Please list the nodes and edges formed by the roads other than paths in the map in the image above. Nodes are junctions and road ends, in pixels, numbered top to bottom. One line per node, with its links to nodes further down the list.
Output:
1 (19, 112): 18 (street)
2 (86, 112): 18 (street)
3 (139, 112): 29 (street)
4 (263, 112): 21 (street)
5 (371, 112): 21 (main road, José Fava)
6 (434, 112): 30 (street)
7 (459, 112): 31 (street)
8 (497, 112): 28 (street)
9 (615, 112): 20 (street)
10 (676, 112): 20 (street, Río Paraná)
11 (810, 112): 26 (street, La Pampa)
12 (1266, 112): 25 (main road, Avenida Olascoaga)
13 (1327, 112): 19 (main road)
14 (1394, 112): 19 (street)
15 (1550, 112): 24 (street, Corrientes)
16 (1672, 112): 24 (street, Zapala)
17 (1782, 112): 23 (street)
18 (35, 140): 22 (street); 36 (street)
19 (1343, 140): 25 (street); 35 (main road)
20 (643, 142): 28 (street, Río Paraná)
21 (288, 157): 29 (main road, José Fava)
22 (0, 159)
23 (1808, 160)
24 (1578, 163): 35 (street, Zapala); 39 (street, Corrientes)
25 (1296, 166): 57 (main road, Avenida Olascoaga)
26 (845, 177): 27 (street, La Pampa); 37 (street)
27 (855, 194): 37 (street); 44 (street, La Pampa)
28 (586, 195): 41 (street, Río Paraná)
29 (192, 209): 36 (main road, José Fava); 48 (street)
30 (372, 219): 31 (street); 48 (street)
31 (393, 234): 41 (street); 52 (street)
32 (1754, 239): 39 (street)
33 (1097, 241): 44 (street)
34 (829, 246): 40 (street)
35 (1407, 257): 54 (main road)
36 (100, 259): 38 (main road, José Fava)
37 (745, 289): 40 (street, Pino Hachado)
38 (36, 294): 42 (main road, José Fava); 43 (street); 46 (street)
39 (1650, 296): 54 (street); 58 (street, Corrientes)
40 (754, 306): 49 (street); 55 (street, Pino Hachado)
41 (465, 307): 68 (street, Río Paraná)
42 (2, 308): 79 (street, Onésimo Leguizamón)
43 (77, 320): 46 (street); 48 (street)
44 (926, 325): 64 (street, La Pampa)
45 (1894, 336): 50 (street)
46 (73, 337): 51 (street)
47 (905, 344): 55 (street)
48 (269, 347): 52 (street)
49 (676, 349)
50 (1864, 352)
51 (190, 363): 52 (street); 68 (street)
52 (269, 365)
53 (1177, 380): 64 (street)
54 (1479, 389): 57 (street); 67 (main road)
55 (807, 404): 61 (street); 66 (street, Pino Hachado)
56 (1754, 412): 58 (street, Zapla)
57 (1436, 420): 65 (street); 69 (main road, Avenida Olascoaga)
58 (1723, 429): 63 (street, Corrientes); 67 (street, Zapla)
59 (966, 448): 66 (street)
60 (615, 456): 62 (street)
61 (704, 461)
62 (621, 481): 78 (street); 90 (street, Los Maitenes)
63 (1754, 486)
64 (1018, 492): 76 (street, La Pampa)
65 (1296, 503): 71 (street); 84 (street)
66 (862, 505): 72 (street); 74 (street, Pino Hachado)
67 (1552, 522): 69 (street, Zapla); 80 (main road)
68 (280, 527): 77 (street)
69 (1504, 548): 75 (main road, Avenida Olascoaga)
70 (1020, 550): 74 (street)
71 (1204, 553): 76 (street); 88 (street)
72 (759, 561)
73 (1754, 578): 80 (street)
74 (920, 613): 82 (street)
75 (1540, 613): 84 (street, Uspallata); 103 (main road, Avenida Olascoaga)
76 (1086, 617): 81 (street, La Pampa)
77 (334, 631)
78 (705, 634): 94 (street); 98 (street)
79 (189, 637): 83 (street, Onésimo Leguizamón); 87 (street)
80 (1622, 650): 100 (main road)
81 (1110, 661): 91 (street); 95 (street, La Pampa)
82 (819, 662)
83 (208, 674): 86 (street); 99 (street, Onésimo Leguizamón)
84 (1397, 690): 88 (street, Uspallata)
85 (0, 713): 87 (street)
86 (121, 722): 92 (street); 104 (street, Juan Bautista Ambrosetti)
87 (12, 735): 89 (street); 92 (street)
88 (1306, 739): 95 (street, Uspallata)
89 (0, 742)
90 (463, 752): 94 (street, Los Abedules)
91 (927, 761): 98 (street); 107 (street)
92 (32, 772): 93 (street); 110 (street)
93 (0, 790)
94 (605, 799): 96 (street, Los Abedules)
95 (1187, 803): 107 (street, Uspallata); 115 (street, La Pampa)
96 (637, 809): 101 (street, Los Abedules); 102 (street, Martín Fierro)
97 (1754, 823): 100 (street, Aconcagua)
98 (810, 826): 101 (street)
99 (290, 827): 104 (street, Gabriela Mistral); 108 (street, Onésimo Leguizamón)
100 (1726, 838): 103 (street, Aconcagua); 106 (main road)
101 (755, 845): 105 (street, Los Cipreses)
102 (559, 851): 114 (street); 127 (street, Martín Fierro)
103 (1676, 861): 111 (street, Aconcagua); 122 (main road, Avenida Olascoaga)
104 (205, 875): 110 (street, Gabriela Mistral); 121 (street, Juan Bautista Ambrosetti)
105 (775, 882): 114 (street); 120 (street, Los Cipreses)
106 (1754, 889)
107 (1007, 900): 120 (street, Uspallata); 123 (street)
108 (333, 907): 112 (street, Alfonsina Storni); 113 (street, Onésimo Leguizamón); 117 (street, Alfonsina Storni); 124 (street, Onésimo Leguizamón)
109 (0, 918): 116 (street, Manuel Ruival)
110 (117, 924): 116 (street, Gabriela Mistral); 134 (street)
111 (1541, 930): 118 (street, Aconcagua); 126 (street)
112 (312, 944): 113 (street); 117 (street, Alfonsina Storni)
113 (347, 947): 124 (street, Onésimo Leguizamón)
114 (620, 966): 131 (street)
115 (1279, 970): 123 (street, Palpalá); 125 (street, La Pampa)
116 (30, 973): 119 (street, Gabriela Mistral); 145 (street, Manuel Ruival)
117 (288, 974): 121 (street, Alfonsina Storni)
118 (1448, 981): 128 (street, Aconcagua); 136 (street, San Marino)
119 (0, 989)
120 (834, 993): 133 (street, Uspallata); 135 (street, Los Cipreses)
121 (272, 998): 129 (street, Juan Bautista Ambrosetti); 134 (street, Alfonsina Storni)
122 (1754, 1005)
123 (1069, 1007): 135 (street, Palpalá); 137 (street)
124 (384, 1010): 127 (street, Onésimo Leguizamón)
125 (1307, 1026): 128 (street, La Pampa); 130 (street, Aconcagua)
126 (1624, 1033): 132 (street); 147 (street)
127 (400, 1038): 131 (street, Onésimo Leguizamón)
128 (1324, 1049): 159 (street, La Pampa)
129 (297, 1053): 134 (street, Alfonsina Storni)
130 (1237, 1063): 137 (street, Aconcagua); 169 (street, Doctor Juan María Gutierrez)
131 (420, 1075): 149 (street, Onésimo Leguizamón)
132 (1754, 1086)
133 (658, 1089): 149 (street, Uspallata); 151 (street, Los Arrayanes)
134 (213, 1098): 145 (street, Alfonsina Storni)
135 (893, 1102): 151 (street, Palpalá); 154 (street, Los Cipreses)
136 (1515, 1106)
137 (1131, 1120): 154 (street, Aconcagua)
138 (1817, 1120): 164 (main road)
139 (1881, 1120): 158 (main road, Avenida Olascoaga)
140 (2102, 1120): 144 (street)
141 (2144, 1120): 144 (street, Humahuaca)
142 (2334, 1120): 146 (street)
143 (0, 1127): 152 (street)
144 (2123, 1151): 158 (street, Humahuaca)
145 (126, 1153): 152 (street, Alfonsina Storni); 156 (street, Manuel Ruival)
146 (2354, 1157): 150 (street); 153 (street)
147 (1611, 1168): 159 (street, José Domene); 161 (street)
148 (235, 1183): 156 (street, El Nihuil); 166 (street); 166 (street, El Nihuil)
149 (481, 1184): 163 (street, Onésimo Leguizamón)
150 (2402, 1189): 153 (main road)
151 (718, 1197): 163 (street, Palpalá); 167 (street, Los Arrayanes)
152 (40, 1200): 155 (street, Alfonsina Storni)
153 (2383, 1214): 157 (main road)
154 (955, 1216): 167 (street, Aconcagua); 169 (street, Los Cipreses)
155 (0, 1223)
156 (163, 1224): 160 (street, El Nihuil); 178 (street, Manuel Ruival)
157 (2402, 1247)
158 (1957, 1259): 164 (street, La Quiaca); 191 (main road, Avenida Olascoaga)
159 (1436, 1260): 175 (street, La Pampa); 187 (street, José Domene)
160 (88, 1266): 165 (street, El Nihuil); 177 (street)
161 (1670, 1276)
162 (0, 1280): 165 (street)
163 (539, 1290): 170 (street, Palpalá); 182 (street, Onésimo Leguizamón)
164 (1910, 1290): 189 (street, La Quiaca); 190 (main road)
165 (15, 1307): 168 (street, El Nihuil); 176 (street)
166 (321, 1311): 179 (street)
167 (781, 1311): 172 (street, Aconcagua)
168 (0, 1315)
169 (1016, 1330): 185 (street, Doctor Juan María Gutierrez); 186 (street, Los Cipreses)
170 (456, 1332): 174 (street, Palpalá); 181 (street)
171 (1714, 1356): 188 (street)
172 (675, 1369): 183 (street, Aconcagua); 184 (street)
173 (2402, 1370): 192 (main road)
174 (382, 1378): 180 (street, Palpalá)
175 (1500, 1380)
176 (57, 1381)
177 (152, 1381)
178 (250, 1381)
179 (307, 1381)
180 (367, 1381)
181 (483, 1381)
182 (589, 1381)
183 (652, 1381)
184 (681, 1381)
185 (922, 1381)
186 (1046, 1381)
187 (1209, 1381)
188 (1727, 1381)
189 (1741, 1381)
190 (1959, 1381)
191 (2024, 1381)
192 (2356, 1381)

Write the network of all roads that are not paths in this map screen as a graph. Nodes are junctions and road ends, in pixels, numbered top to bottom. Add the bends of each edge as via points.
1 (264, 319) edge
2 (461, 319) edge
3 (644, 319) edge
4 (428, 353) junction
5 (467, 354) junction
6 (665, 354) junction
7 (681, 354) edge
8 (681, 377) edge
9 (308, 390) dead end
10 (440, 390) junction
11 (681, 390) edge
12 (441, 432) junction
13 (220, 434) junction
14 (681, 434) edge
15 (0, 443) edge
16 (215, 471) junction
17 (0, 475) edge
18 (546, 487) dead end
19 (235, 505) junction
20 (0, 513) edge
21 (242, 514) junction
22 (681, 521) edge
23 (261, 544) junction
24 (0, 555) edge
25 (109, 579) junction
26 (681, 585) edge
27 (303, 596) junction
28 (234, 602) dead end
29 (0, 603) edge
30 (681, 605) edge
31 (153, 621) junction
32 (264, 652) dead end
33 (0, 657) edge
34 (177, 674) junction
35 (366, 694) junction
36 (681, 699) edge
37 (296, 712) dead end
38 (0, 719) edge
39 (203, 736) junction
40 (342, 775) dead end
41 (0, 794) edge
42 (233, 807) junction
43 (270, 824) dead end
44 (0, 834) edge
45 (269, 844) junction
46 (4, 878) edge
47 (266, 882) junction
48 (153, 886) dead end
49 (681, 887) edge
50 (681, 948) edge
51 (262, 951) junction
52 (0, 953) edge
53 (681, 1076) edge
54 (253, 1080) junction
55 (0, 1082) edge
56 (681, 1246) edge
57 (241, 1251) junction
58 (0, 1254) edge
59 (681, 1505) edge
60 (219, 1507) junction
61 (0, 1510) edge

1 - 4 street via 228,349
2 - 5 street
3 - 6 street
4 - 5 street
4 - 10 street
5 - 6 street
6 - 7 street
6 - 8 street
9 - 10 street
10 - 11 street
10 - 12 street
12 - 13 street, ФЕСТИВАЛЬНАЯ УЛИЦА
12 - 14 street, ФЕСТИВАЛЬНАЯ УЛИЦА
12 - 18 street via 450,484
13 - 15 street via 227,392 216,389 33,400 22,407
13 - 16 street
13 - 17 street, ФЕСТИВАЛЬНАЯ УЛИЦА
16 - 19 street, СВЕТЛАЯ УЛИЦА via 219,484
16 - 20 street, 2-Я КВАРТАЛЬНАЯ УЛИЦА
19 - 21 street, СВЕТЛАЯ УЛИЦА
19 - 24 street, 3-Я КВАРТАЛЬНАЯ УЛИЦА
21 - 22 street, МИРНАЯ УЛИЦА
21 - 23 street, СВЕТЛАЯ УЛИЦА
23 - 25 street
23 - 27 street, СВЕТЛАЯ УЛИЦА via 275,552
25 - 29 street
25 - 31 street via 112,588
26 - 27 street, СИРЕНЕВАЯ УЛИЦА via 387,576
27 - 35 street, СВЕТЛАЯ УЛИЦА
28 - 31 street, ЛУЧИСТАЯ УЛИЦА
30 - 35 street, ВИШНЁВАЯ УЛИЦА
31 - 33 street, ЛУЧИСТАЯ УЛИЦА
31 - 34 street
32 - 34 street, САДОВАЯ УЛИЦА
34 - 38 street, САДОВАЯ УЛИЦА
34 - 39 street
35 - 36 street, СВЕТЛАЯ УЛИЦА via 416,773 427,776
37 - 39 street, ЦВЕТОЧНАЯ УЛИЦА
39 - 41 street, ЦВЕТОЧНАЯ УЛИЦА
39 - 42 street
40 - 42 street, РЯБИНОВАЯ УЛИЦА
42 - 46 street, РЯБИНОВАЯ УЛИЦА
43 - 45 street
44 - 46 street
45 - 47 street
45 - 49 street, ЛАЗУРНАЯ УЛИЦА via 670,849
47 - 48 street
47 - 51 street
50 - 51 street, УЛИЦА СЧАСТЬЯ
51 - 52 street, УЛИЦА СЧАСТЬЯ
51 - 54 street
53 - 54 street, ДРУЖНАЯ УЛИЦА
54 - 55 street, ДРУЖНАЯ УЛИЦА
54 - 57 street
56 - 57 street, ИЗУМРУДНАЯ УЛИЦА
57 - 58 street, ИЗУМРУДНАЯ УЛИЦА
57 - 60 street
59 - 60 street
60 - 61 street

-------

> _TASK TO COMPLETE_
Check each line of the records above for the string "Zapla", and report every line that has it.

> _ANSWER SECTION_
56 (1754, 412): 58 (street, Zapla)
58 (1723, 429): 63 (street, Corrientes); 67 (street, Zapla)
67 (1552, 522): 69 (street, Zapla); 80 (main road)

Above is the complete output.